- DATA FOR ANALYSIS:
- Opening Delimiter -
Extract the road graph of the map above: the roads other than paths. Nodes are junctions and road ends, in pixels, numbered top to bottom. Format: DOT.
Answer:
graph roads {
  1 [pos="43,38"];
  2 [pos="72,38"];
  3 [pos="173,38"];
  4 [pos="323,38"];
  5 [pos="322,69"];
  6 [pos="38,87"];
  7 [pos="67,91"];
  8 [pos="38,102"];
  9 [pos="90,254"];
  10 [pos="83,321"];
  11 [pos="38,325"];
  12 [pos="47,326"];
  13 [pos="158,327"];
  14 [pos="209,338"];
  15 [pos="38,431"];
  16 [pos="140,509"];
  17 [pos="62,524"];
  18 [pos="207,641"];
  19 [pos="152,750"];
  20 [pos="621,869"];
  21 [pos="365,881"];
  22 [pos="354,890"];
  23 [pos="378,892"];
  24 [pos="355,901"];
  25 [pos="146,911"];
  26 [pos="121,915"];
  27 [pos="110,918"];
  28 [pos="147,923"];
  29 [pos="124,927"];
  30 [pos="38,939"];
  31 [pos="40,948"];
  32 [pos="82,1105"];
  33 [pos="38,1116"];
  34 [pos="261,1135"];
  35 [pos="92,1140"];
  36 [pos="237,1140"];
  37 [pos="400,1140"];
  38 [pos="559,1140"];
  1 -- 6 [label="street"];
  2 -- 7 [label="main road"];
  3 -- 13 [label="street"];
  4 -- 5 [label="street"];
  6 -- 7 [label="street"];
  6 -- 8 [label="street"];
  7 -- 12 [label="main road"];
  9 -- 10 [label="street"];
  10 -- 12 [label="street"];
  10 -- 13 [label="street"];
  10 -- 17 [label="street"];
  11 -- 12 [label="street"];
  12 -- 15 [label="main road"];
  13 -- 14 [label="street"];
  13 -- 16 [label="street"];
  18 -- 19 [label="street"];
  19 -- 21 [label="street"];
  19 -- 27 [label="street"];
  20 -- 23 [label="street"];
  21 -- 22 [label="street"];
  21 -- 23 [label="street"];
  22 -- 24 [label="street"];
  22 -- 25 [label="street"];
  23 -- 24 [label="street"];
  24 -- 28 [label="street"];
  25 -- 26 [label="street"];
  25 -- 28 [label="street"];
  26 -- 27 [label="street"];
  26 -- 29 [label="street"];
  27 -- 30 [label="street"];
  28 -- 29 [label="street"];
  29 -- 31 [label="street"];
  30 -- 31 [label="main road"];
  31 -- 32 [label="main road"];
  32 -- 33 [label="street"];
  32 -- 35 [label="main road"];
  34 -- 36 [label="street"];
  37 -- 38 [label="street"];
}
- Closing Delimiter -
- Opening Delimiter -
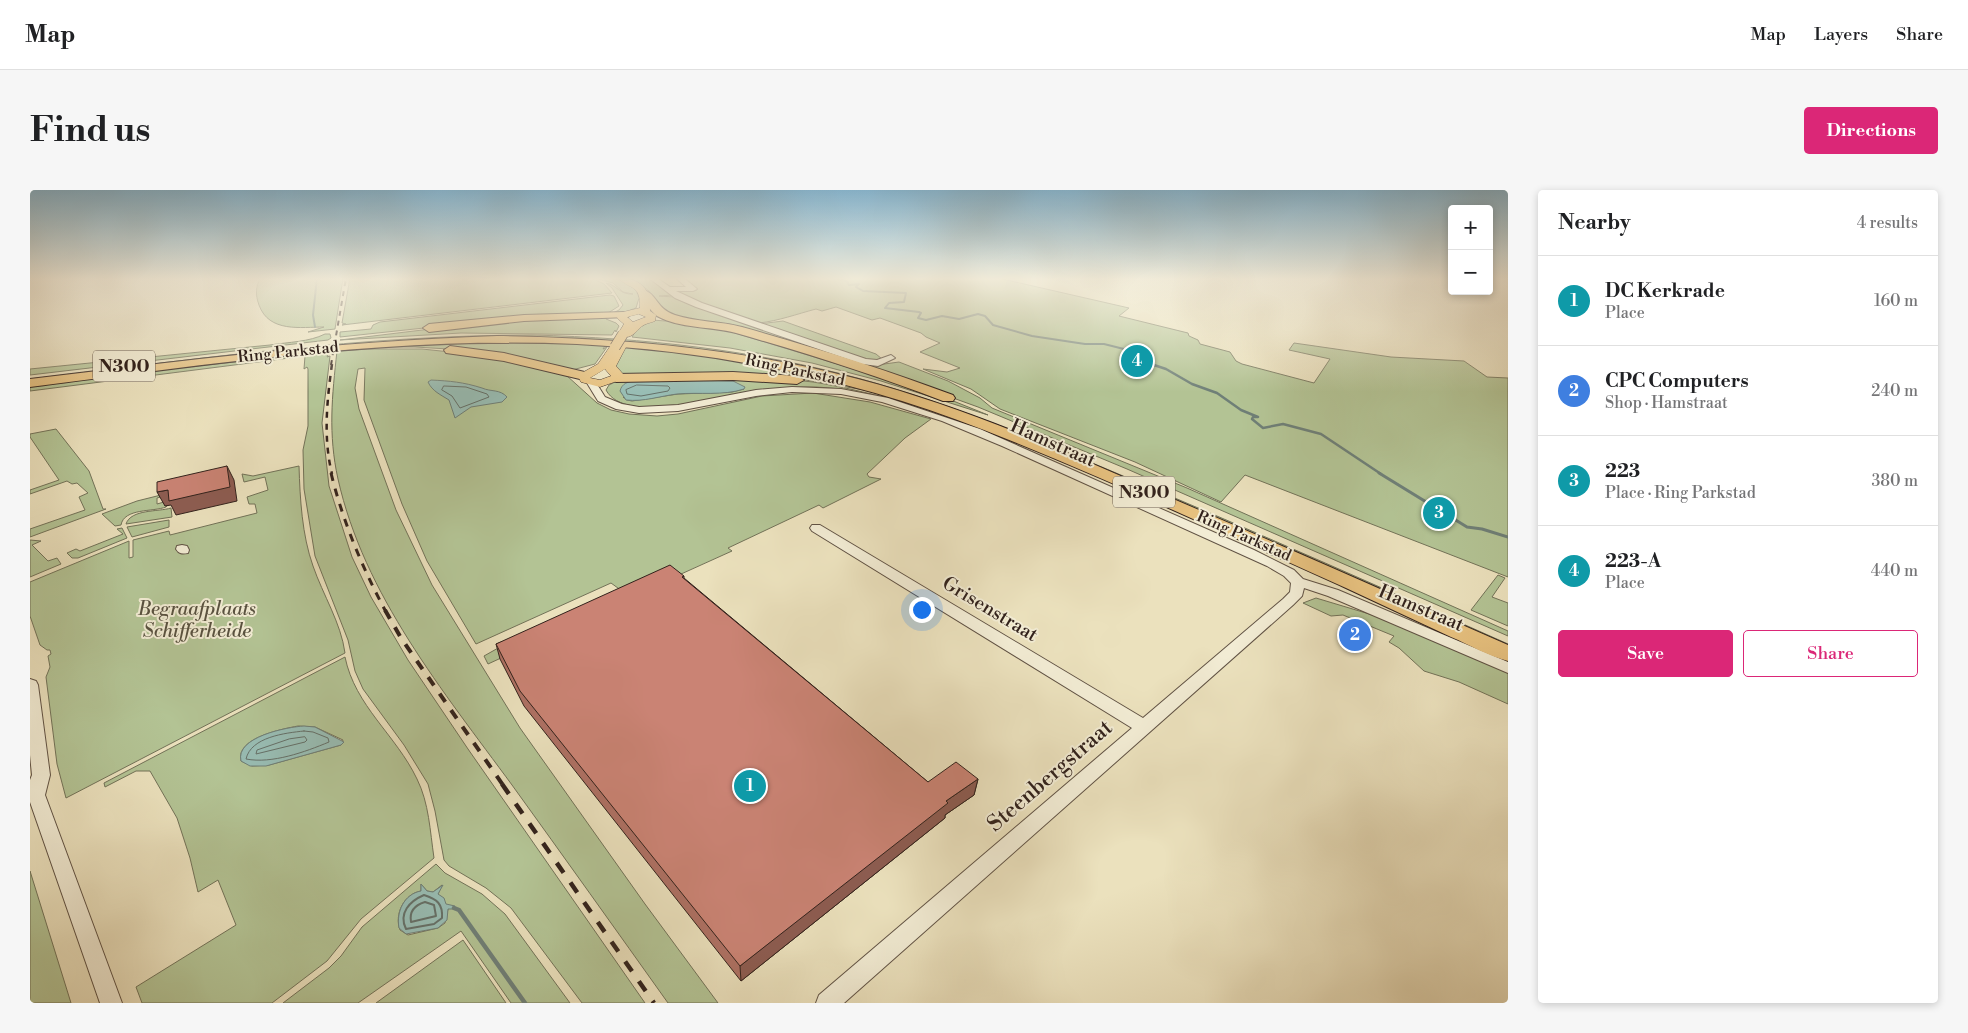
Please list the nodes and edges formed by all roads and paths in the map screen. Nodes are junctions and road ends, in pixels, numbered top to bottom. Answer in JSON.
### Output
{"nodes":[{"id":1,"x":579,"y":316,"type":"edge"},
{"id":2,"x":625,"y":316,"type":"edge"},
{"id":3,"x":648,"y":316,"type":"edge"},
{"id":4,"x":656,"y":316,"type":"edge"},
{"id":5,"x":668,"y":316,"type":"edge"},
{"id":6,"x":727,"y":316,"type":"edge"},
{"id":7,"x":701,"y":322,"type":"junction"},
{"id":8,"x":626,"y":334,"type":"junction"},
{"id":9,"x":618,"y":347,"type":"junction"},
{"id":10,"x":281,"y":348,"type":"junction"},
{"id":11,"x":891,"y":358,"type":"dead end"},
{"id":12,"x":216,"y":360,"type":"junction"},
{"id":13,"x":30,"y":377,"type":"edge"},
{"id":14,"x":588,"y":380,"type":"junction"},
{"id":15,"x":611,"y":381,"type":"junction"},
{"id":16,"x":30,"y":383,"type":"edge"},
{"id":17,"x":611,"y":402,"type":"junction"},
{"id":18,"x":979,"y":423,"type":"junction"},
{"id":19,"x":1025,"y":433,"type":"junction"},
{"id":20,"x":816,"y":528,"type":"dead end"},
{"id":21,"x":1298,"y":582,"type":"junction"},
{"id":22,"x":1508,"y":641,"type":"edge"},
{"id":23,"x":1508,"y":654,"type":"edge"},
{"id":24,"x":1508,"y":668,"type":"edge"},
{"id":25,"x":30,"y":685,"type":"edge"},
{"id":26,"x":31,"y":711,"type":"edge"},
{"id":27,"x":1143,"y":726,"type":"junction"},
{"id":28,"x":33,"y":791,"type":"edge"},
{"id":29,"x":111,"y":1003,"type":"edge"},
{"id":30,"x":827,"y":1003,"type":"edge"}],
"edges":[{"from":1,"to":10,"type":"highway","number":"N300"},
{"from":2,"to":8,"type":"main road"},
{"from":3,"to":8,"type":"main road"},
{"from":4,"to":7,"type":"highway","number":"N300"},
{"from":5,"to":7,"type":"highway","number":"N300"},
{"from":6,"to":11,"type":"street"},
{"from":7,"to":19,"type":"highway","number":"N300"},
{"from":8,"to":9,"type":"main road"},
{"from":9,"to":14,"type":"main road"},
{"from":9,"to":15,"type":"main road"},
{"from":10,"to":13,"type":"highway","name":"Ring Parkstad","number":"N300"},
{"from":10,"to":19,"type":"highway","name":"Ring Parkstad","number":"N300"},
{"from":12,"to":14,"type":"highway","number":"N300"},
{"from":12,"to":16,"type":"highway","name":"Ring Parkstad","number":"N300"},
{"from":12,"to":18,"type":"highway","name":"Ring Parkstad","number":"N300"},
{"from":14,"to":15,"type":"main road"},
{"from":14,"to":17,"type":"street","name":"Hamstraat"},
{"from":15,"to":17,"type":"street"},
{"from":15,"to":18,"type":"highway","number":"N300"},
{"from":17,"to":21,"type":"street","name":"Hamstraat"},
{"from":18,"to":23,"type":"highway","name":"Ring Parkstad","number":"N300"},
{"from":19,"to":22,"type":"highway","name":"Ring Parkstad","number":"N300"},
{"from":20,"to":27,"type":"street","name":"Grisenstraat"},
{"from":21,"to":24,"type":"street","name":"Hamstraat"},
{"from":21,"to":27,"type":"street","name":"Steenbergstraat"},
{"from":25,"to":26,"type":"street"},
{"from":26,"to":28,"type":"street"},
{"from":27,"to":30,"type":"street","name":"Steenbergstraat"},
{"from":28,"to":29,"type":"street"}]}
- Closing Delimiter -
- Opening Delimiter -
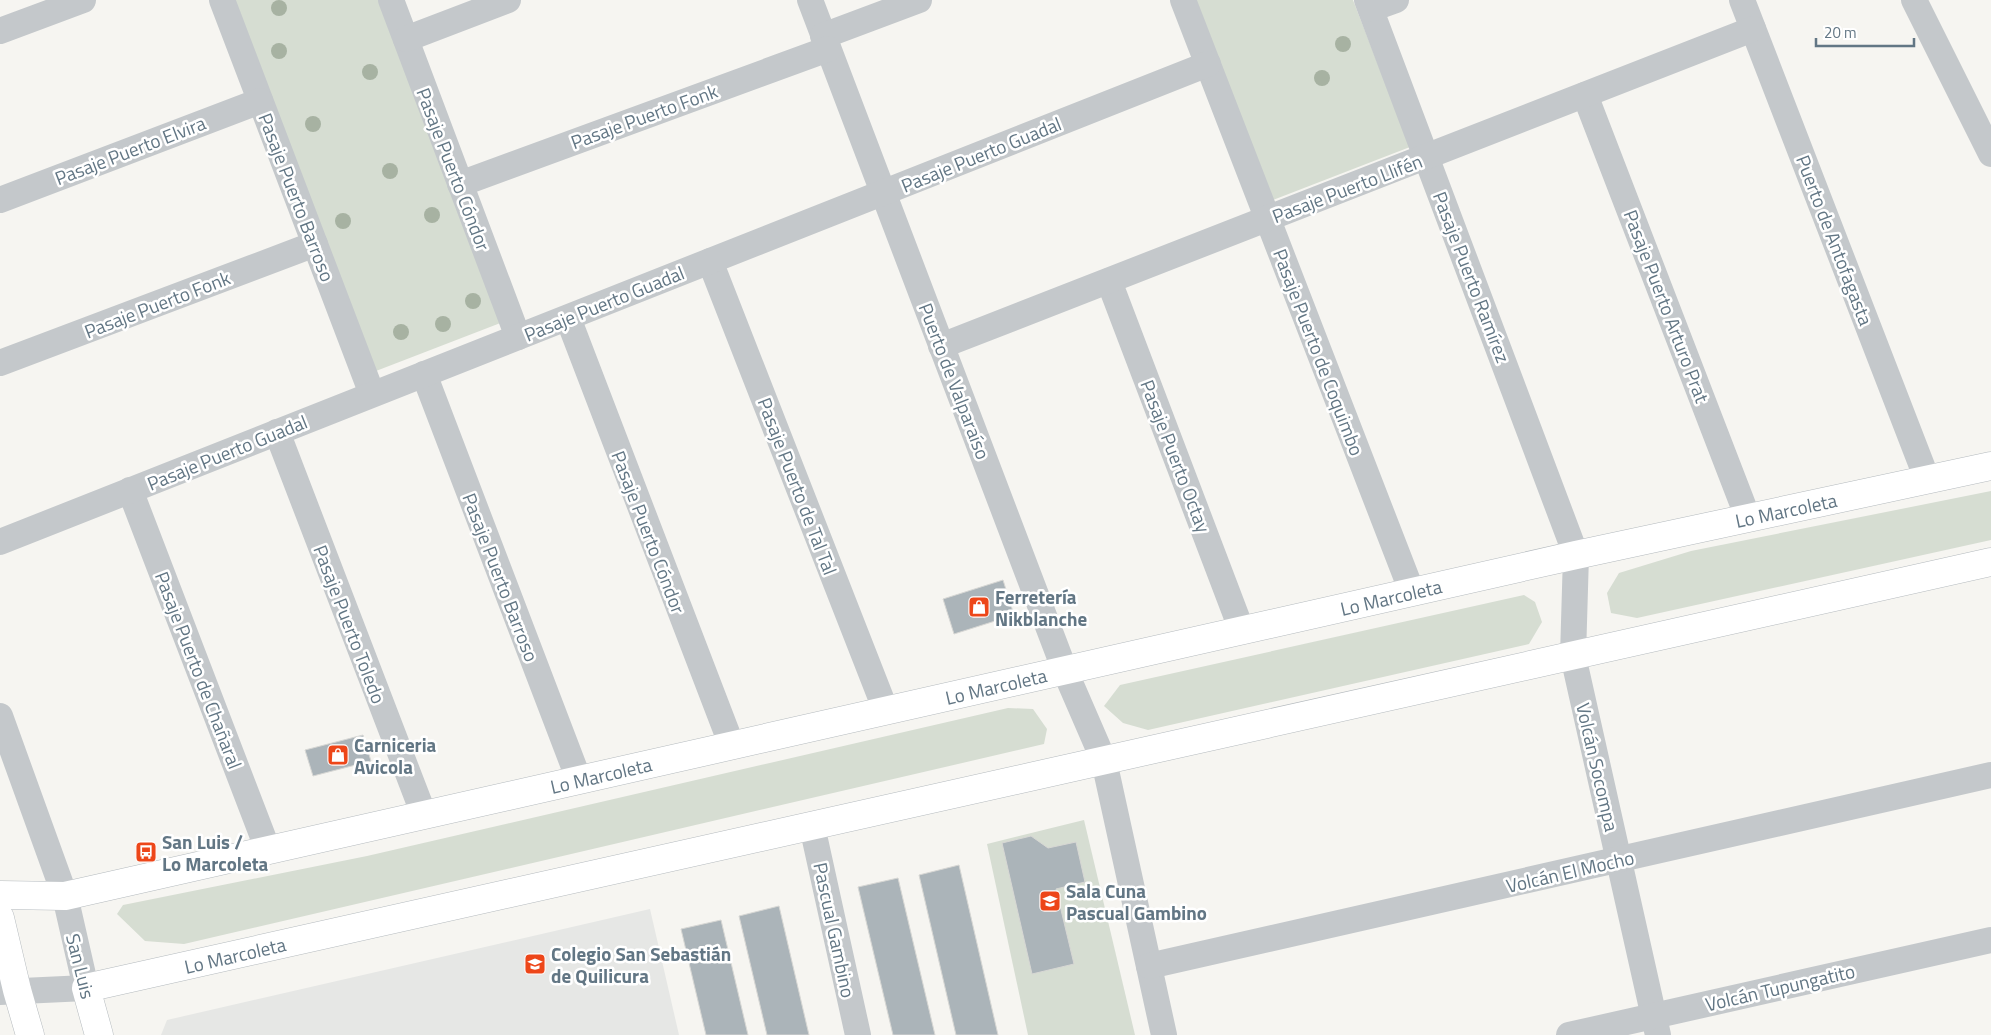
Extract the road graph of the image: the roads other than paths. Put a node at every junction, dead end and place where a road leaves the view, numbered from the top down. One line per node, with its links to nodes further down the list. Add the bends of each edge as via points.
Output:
- Closing Delimiter -
- DIRECTIONS:
Extract every line above that contains the word "junctions".

- SOLVED EXERCISE:
Extract the road graph of the map above: the roads other than paths. Nodes are junctions and road ends, in pixels, numbered top to bottom. Format: DOT.
Please list the nodes and edges formed by all roads and paths in the map screen. Nodes are junctions and road ends, in pixels, numbered top to bottom. Answer in JSON.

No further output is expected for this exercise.